Intel Lunar Lake thread

leman · Jun 1, 2024

mr_roboto said:
You have gotten a lot of wrong and weird ideas about this somehow. Arm CPU cores do have decoders, and in many designs they emit things which most would describe as a µop, just like any x86 core.

Apple is no exception, they call post-decode instructions "µops" in their recently published Apple Silicon CPU Optimization Guide. This document also has a simple diagram showing the abstract CPU pipeline Apple implements, which looks like this:

Fetch > Decode > Map/Dispatch > Schedule > Execution units > Retire

If they did not do full decode right after fetch, there would be no way for the map and dispatch stage to assign instructions to execution units.

They also have microcoded instructions (something people doubted for a while)

casperes1996 · Jun 1, 2024

leman said:
They also have microcoded instructions (something people doubted for a while)

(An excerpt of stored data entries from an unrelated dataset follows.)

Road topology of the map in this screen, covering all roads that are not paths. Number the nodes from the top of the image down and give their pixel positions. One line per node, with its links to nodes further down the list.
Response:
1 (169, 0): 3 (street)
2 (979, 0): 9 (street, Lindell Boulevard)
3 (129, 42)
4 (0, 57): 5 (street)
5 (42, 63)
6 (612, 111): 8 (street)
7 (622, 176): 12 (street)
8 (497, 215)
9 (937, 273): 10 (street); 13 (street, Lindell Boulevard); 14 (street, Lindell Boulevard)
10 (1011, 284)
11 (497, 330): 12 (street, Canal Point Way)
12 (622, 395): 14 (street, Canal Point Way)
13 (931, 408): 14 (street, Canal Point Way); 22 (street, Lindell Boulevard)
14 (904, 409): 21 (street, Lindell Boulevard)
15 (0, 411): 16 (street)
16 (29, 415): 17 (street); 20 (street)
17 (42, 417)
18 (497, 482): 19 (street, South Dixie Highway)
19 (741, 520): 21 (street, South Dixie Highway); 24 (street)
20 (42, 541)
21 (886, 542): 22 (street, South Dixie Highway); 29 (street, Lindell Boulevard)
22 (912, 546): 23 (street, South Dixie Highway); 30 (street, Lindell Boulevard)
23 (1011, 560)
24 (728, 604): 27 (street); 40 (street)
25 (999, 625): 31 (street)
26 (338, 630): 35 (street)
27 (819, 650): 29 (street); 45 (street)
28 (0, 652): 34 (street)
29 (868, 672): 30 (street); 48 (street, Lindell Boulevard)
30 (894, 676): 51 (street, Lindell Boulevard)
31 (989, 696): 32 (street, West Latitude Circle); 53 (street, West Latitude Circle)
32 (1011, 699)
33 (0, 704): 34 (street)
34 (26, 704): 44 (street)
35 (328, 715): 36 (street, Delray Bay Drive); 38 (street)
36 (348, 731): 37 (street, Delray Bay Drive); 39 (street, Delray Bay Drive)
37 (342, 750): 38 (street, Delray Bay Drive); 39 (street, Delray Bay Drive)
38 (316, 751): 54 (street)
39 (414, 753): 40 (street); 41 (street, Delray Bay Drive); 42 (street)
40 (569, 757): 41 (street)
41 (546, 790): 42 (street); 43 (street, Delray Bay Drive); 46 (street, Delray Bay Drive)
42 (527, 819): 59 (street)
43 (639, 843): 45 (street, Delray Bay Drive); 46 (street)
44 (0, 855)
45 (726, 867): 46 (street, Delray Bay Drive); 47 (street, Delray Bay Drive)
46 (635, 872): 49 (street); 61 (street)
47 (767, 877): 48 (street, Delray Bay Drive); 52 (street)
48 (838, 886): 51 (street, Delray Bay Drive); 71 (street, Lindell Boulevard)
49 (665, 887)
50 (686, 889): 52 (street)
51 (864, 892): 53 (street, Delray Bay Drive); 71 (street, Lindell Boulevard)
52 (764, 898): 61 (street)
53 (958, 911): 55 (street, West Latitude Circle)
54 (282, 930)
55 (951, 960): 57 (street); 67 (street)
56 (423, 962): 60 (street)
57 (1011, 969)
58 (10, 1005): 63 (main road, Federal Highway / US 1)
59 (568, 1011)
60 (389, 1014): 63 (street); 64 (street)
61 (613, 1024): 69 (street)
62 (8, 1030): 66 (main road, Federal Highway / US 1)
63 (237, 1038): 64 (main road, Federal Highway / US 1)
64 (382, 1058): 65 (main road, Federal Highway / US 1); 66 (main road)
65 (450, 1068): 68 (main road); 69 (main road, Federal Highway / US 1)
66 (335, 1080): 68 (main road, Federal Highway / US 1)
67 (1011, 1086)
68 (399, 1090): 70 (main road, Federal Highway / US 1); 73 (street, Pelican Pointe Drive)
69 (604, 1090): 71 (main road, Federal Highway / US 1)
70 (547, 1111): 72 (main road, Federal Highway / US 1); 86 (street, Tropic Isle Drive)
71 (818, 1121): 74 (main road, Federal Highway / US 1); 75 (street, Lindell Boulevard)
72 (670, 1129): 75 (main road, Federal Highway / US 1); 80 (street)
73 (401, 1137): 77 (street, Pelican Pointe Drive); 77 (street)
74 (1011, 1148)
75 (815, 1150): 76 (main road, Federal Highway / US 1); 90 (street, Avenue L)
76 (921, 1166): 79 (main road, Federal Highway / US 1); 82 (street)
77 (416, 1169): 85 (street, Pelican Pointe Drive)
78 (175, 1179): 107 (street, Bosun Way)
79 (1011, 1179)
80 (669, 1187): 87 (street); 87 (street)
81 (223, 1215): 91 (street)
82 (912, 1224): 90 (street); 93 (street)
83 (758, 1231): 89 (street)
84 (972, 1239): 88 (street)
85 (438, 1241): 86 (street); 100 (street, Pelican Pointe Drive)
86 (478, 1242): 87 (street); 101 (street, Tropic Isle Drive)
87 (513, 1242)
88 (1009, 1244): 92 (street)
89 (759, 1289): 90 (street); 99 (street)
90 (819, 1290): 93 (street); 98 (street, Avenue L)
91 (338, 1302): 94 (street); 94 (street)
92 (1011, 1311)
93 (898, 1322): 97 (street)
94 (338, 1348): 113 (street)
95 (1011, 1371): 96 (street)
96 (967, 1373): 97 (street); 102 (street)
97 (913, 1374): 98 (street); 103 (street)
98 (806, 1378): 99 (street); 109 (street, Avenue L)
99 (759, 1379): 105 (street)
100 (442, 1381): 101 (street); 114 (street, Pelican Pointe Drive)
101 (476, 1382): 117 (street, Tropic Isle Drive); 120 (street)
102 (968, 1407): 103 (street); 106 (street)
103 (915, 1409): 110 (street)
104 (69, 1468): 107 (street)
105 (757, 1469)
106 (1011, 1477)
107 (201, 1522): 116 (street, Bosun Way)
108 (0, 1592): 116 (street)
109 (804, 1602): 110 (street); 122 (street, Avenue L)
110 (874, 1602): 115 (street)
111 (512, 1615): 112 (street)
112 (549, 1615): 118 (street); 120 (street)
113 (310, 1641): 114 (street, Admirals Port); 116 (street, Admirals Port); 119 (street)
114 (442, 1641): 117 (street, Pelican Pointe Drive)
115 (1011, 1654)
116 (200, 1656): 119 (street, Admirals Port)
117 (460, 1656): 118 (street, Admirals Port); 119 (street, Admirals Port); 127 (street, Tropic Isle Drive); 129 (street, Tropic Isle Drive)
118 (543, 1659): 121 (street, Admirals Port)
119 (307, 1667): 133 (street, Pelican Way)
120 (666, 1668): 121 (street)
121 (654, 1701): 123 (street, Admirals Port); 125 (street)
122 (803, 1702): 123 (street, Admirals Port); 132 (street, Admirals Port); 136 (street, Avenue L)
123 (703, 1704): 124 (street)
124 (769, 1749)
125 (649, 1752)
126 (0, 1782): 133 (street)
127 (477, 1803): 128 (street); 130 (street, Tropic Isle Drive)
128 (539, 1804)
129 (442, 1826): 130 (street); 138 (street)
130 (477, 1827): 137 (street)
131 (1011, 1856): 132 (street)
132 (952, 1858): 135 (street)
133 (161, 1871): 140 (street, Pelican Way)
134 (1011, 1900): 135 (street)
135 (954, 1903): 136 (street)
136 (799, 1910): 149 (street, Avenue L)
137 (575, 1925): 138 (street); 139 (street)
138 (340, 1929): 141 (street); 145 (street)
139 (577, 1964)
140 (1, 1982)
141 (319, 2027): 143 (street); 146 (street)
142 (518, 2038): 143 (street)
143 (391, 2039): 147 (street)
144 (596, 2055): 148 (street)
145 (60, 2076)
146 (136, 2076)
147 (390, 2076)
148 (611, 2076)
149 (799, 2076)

Honestly Somme aarch64 instructions are extremely complex. As much if not more so than some x86 just generally without memory operando directly and with consistent op length. Makes sense to subdivide some of them

Artemis · Jun 1, 2024

Yoused said:
You cannot even compare x86 decode to ARM decode. x86 has to do compound parsing in the decoder. An ARM core does not even have a decoder but distibutes the "decode" process across the fetch and dispatch (resource allocation) units and leaves final "decode" to the target EU. There are a handful of exceptions to this, mostly involving memory-related ops, and some cases of instruction fusion, but for the most part, "decoding" is a non-thing on ARM.

Yes, one thing you see that’s funny is Arm cores don’t use op caches anymore. The only reason op caches saved energy and saved area were when the Arm64 decoders used maintained backwards compatibility with Arm V7 & the 32-bit set, which wasn’t about the 32-bit itself but because Arm’s V7 was a completely different instruction set and they made a clean break with V8 & 64-bit unlike AMD & Intel.

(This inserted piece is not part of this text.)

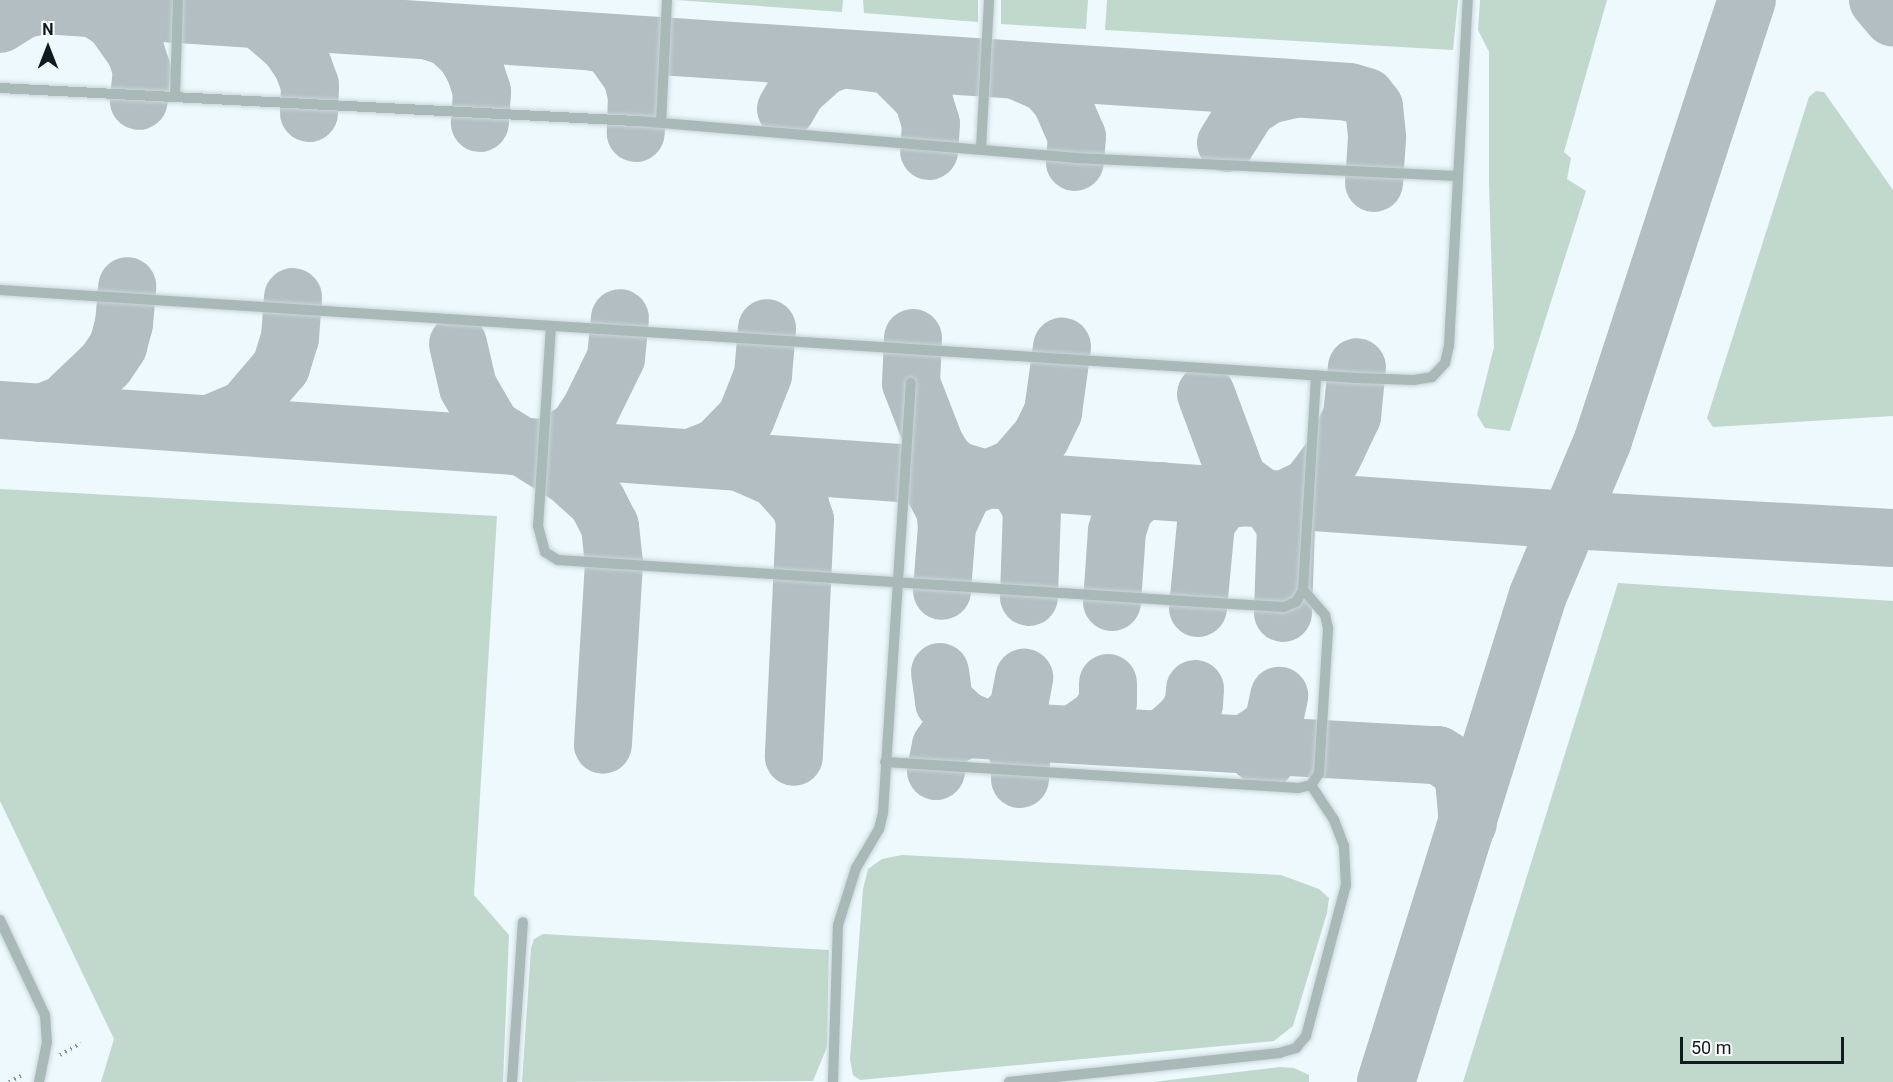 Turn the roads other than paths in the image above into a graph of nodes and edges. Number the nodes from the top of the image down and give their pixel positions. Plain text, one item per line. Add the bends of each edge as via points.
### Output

What that meant though is the complexity added for compatibility inflated area by 400%, and cost energy as well presumably from leakage or checking instruction streams — and so an op cache for decoded macro ops was a worthwhile tradeoff.

Well, once they went 64B only, they just dropped it entirely from the A7X cores with the A715, and added another decoder instead even on the mid efficiency core.

They did this on the x cores, too.

Mind you, real decoders are better, because for large footprints you don’t have any issue with instructions outside the op cache. You just decode them.

What that just tells us is conventional wisdom that Arm64 decode is cheaper than others absolutely true.

How much this really matters in the grand scheme, it depends, but my take is that the cost of using X86 for performance (anything in a phone laptop tablet) cores in 2024 is higher over Arm than it was in 2015. It’s probably not a fixed point.

That cost is probably not remotely as high as people want to believe but I do buy that it’s a waste of engineering overhead and might make a 10% perf/power difference for otherwise similar implementations (this is also roughly what Andrei F was told by industry engineers fwiw.)

Artemis · Jun 1, 2024

I’m not kidding. 400%.

“

Pure 64-bit Enables Different Tradeoffs

The new Cortex-A715 is a pure AArch64 implementation and that means the design team can get rid of various architectural quirks and inefficiencies that came with the 32-bit arch. Arm says that due to the more normal nature of AArch64, the new decoders can not only be more efficiently designed and optimized, but they are also considerably smaller. In fact, Arm says the new decoders are actually “4x smaller than the ones found in the Cortex-A710 with power-saving to match” which is quite remarkable.”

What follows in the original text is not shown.